The Jews of French Morocco celebrated their freedom by reading “Megillat Hitler.” That megillah describes the rise of Hitler, his deadly plan to deport all the Jews in Vichy North Africa to the death camps, and how that plan was foiled because of Roosevelt (Persian King Ahasuerus). Today, one can see Megillat Hitler displayed at the United States Holocaust Memorial Museum in Washington.

 

In May 1943, the Allies involved in Operation Torch liberated the 100,000 Jews of Nazi-occupied Vichy Tunisia, where 260 are known to have died in the forced labor camps.
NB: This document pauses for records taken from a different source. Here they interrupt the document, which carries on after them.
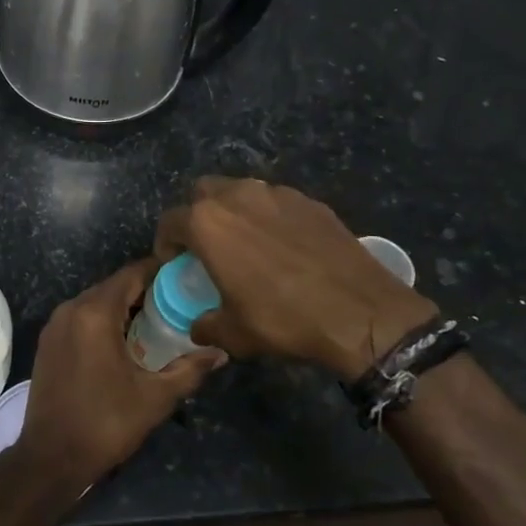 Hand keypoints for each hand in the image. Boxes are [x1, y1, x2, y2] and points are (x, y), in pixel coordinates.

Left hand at [16, 259, 226, 495]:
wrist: (51, 458)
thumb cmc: (106, 423)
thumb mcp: (155, 397)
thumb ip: (190, 369)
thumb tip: (221, 352)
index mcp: (95, 313)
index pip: (132, 274)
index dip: (160, 272)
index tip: (186, 278)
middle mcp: (71, 309)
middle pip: (114, 286)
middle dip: (145, 291)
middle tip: (178, 303)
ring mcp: (55, 325)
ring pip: (96, 302)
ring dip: (124, 307)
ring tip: (157, 321)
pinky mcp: (48, 342)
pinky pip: (81, 318)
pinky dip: (104, 321)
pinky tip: (125, 340)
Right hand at [155, 177, 440, 380]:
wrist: (359, 311)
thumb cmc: (283, 319)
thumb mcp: (234, 334)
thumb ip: (207, 325)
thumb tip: (199, 327)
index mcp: (208, 223)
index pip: (170, 221)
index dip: (167, 243)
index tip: (174, 262)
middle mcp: (238, 196)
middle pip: (203, 192)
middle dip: (198, 214)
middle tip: (207, 246)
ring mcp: (277, 193)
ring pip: (241, 190)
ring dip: (234, 211)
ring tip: (246, 243)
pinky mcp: (309, 201)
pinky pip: (276, 201)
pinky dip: (270, 217)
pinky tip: (284, 246) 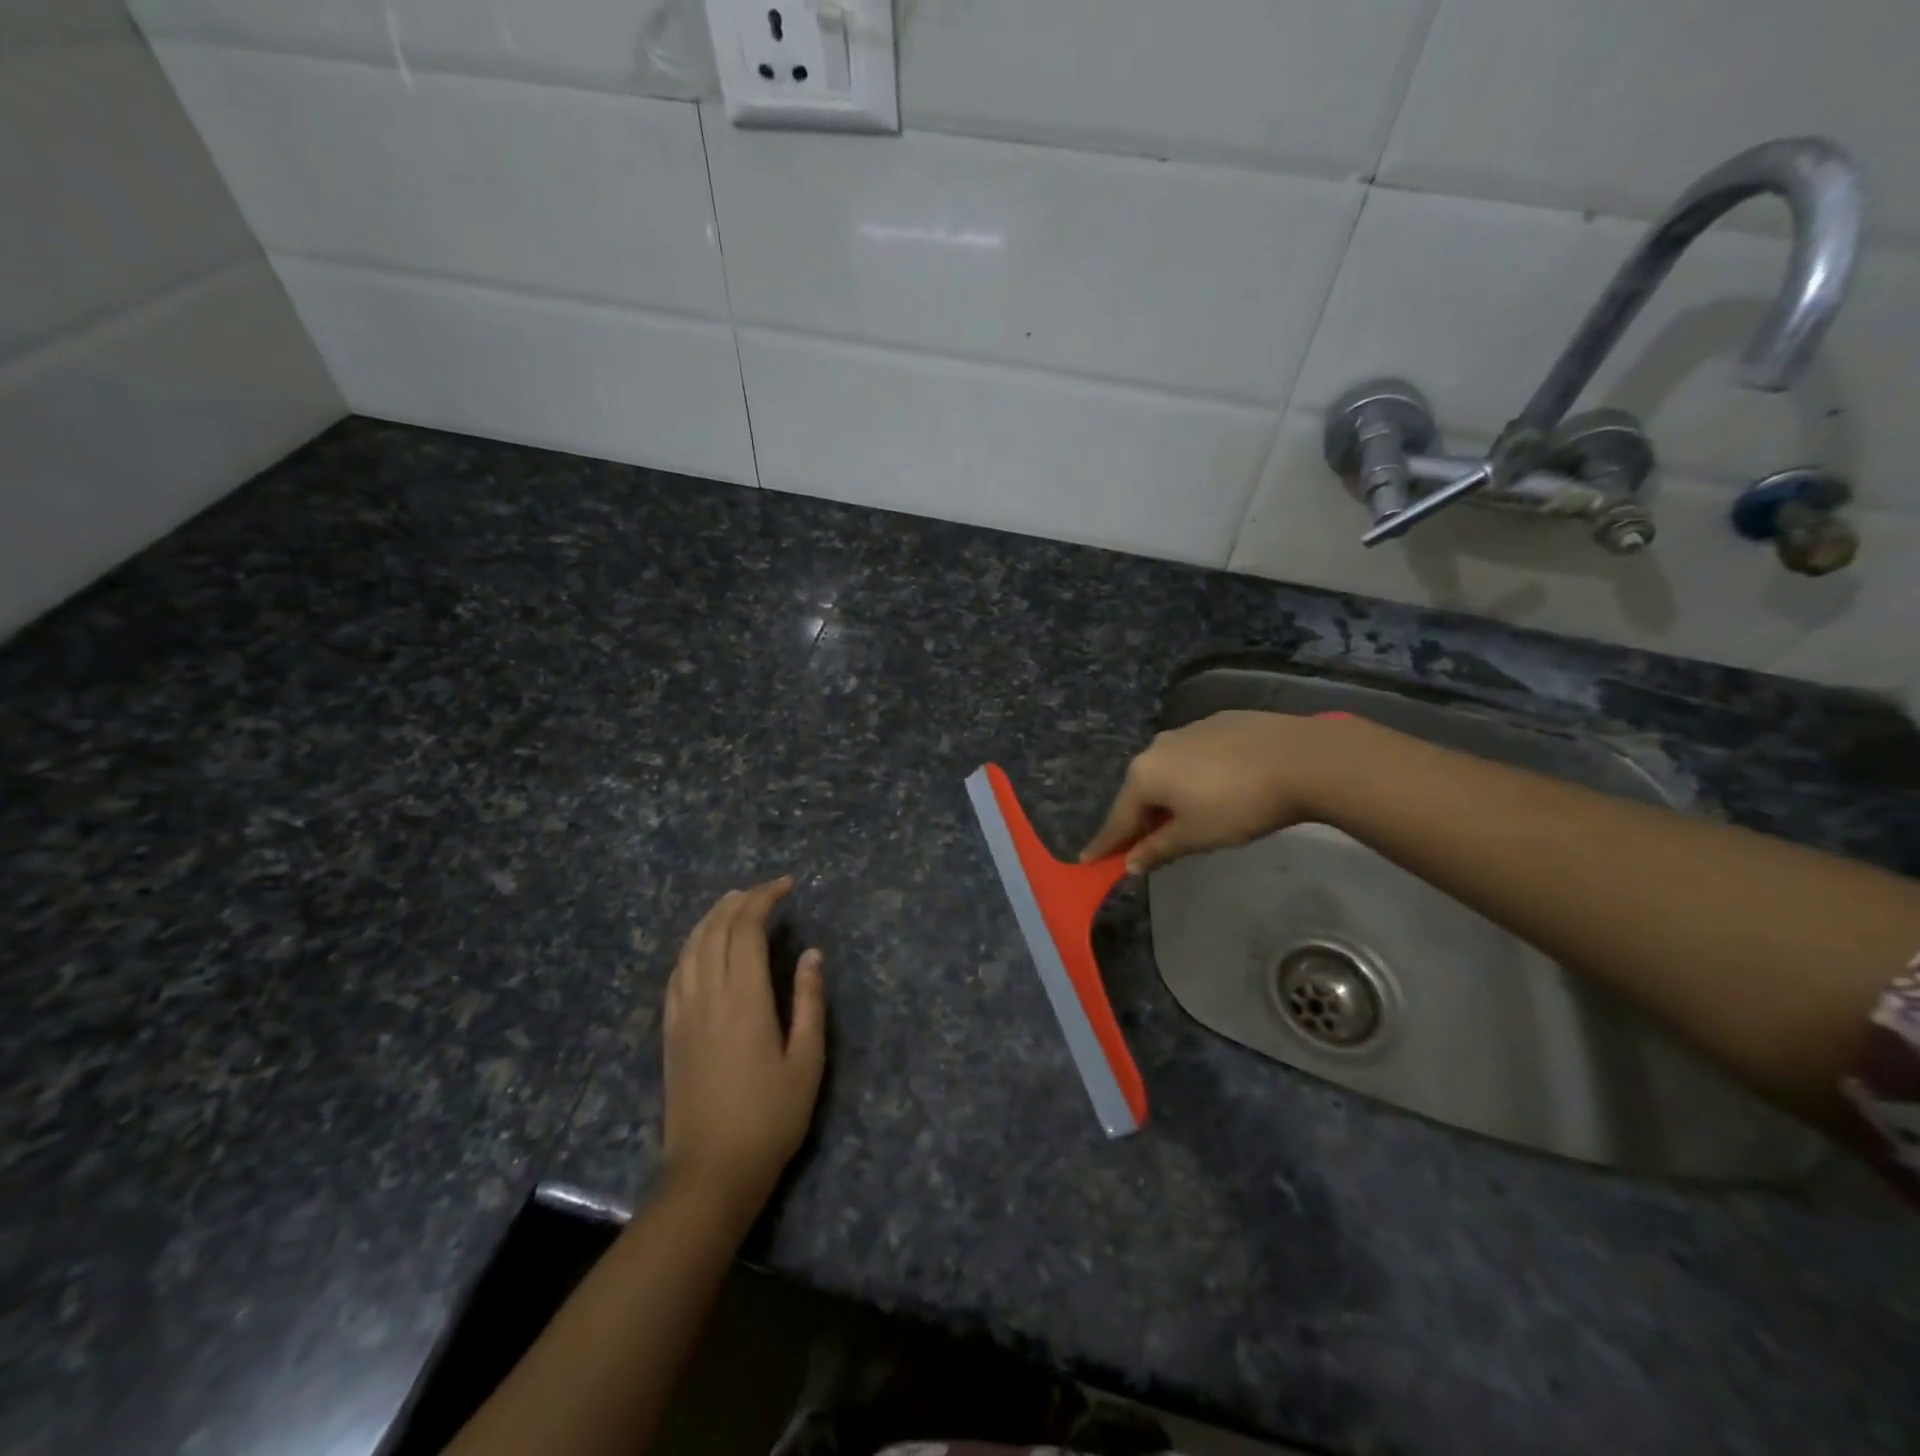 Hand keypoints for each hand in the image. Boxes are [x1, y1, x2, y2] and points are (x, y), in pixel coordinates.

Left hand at [662, 878, 825, 1214]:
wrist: (711, 1172)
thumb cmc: (770, 1118)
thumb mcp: (807, 1061)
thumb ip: (809, 1002)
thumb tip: (811, 953)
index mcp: (745, 999)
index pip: (747, 930)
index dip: (764, 900)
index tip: (787, 886)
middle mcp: (708, 996)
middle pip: (716, 930)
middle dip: (740, 901)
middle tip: (766, 889)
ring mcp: (683, 1013)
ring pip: (691, 947)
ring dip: (712, 917)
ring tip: (734, 902)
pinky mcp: (670, 1032)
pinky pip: (676, 973)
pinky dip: (691, 946)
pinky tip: (701, 946)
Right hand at [1080, 710, 1365, 874]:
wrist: (1302, 759)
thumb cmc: (1239, 805)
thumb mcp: (1196, 836)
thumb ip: (1158, 849)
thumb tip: (1130, 863)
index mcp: (1145, 775)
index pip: (1118, 819)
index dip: (1105, 844)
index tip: (1087, 860)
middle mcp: (1157, 747)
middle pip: (1140, 792)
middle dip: (1140, 819)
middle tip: (1143, 845)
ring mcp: (1187, 730)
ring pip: (1167, 770)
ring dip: (1168, 796)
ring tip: (1184, 817)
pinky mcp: (1218, 722)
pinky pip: (1193, 755)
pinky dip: (1193, 775)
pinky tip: (1216, 787)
So, like the Jews of Denmark, who were evacuated to neutral Sweden, a total of about 400,000 Jews were spared the deadly mass deportations that took place in the rest of Nazi-occupied Europe, because of Operation Torch.

 

Today, the Jews of the French protectorates of Tunisia and Morocco, and of the three departments of French Algeria, who suffered during Nazi occupation of France, receive Holocaust compensation payments, just as the Jews of mainland France do.

The author is a specialist of the Shoah in France. She is a member of the advisory board of H-Holocaust, an international academic consortium/H-Net’s network for scholars of the Holocaust.